While rural counties overall have seen their population stagnate, those with attractive shorelines, mountains and other recreational amenities have grown faster than metropolitan counties. Most of the expansion in scenic areas such as White County, Ga., Burnett County, Texas, and Taney County, Mo., stems from aging city folks migrating to the sticks. Between 1990 and 2004, more than 40,000 poured into rural Flagler County, Fla., south of Jacksonville, raising its population by 140%.

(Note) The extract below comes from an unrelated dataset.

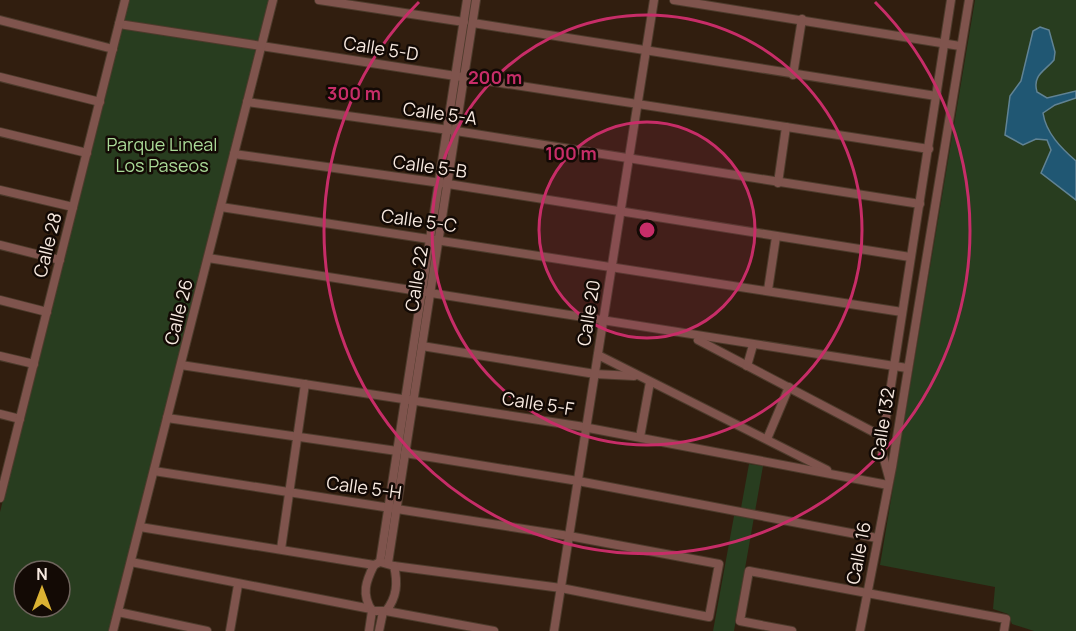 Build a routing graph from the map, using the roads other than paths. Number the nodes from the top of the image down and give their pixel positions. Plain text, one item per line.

Wisconsin’s Walworth County, which has four major lakes, grew 31% in the same period. “The growth rates are so stunning, and it’s not just the people coming in,” Johnson said. “Younger people aren’t leaving because there are opportunities that otherwise wouldn’t be there.” Meanwhile, rural counties without scenery grew by 8%, partly because young people continue to abandon farming communities for cities.

Of course, real estate markets are fickle, and the turning points often surprise forecasters.

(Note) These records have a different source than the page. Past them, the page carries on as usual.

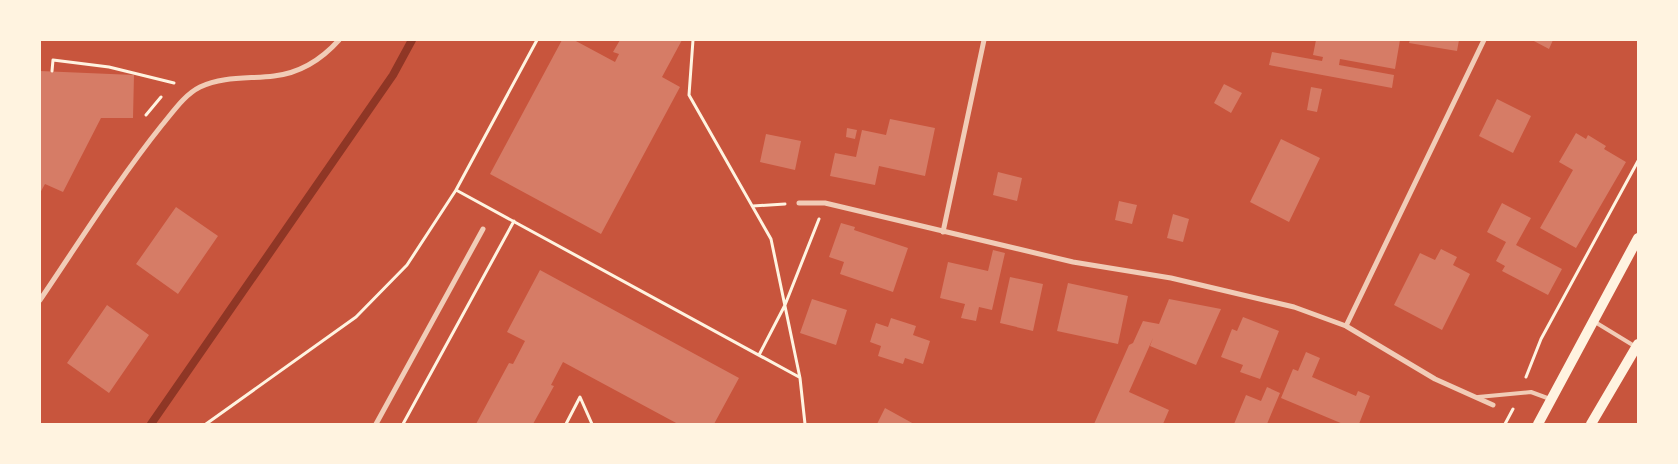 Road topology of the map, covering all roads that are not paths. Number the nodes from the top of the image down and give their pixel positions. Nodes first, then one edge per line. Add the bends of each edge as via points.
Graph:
1 (339, 40) edge
2 (984, 40) edge
3 (1484, 40) edge
4 (799, 203) road end
5 (483, 229) dead end
6 (943, 232) junction
7 (1638, 238) edge
8 (40, 300) edge
9 (1594, 320) junction
10 (1346, 326) junction
11 (1637, 345) edge
12 (1476, 398) junction
13 (1551, 399) junction
14 (1493, 405) dead end
15 (376, 424) edge
16 (1538, 424) edge
17 (1591, 424) edge

1 - 8 street via 304,69 276,76 226,79 199,88 180,103 146,146
2 - 6 street
3 - 10 street
4 - 6 street via 825,203
5 - 15 street
6 - 10 street via 1073,262 1171,278 1294,307
7 - 9 main road
9 - 11 lane
9 - 13 main road
10 - 12 street via 1435,379
11 - 17 main road
12 - 13 lane via 1531,392
12 - 14 street
13 - 16 main road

At the moment, warning signs abound. One recent bank-sponsored study based on average incomes, historical price data and other key variables identified 65 markets that were at least 30% overvalued. Homes in Naples, Fla., for instance, were said to be selling for 84% more than “normal valuations.”

Red flags notwithstanding, no one can predict when or whether a sharp correction will occur, Harvard’s Peiser said. But it could happen fast, he warned.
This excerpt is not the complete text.